YA Friday: Sunshine On The Street At The Parade

June is LGBTQ+ Pride Month

And not just any Pride Month -- this year marks the 50th anniversary of the Stonewall Uprising, which occurred at the end of June 1969 in Manhattan. It's a moment for remembering the past, as well as advocating for the future.

When it comes to Pride Month there are so many ways to celebrate, raise awareness, and be an ally to the LGBTQ+ community. One of my favorite ways to celebrate Pride is by uplifting queer voices through reading and sharing books about queer characters, books by queer writers, and books for queer readers.

Queer representation in the young adult book world has improved in recent years as authors and stories have focused on more than just the coming out process, which while an important milestone, isn’t a defining one. Today’s young readers have options when it comes to reading books by and about LGBTQIA people. Finally queer young people of color can see themselves not only reflected in the pages, but finally on the covers! And can read about people like them having space adventures, solving mysteries, and winding up at the center of a romantic comedy.

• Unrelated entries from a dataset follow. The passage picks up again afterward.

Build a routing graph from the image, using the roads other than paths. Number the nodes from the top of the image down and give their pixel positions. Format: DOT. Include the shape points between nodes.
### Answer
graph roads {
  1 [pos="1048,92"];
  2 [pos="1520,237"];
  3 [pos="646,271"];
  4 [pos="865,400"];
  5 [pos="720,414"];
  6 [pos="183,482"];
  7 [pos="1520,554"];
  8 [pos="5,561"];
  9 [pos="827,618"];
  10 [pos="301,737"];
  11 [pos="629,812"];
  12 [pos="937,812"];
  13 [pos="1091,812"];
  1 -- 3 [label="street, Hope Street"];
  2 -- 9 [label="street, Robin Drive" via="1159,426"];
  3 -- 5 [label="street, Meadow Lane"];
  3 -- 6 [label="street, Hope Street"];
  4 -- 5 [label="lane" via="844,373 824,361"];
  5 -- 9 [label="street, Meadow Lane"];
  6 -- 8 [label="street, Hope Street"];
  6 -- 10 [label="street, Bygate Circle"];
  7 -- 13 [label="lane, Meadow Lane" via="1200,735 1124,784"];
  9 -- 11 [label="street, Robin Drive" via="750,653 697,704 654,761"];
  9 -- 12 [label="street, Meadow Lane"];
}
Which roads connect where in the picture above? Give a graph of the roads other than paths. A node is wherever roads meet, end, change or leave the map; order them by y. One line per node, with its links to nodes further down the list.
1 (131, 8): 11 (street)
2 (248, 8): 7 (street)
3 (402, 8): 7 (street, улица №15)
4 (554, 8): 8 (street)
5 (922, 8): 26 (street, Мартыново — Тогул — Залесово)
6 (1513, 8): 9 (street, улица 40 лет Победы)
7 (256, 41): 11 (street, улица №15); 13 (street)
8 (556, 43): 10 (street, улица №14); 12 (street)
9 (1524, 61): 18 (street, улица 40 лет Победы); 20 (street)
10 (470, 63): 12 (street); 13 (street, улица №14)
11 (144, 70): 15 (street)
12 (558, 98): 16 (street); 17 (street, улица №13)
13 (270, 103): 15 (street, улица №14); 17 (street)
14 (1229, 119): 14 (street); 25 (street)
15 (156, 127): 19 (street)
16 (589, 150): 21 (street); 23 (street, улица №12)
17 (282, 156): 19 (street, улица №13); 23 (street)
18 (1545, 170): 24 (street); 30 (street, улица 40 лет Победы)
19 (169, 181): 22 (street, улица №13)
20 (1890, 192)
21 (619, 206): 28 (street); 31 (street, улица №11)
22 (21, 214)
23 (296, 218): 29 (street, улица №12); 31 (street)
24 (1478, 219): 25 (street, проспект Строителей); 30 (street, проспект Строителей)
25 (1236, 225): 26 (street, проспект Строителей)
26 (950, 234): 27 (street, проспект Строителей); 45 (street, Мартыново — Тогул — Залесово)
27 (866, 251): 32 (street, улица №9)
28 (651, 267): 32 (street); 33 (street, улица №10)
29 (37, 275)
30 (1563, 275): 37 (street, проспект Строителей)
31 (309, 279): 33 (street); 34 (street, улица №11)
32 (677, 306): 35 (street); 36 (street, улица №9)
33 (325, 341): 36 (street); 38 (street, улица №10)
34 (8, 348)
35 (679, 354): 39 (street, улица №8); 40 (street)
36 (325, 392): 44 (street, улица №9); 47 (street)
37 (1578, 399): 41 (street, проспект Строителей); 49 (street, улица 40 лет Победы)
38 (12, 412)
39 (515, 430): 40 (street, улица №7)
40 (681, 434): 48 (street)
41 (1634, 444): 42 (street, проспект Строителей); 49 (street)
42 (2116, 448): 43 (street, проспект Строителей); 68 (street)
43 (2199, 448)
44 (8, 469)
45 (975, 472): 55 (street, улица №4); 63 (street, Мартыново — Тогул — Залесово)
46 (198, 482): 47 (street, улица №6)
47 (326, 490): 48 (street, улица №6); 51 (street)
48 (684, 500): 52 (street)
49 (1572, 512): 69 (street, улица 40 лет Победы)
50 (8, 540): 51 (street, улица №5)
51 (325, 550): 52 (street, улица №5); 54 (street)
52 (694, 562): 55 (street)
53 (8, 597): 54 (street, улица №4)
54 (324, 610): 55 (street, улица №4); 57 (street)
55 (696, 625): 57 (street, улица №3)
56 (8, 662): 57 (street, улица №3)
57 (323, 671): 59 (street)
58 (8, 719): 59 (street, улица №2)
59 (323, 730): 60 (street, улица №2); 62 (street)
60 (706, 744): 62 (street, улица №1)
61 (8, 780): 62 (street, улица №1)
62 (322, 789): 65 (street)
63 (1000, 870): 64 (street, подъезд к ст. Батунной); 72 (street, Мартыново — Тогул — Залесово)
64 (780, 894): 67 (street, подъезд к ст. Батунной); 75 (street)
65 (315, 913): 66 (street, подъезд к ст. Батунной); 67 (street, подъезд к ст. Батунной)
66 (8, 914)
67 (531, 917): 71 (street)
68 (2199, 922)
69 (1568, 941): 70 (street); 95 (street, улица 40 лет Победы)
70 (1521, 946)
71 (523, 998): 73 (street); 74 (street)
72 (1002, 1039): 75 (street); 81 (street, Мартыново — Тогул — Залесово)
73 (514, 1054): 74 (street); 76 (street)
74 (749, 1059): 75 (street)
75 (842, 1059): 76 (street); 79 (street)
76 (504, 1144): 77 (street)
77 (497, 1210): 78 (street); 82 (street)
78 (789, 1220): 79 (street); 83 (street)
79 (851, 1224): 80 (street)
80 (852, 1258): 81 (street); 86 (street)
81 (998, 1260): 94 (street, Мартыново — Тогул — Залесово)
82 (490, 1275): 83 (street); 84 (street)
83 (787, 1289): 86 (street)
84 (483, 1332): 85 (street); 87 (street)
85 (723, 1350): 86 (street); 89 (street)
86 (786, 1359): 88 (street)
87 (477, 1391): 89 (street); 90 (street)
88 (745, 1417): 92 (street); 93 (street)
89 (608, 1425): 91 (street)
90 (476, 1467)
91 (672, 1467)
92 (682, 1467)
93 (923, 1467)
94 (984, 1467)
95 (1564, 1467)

If you want to make June a month of DIVERSE Pride reading, this list of #OwnVoices YA books is a great place to start. While this list is by no means a comprehensive representation of the many different sexualities and gender identities that exist in the world, the books below will open you up to new and diverse experiences within the queer community. So check out the suggestions of inclusive reads you can pick up at your local library branch to keep celebrating the spirit of Pride for the rest of the year.

Fantasy Fiction

The Lost Coast book cover

The Lost Coast by Amy Rose Capetta

Danny has trouble staying where she's supposed to be. She sleepwalks, cuts class, wanders away from home, and kisses lots of people but never feels connected to them. Finally, with Danny's grades plummeting, her mother decides they need a new start. They spread out a map and pick the town of Tempest, on the northern coast of California, as their new home. Danny's mother hopes that her daughter will turn over a new leaf, and Danny longs for a place with other queer kids where she won't feel so alone. She gets more than she bargained for when it turns out that her arrival in Tempest isn't happenstance. A group of queer teenage witches who call themselves the Grays have been waiting for Danny, and they believe she is the only one who can find their missing friend, Imogen. Danny must simultaneously learn to use her new powers, meet the expectations of her mother and her new friends, and unravel the mystery of Imogen's disappearance. She also needs to determine whether the Grays actually want her or if they're just using her to find Imogen.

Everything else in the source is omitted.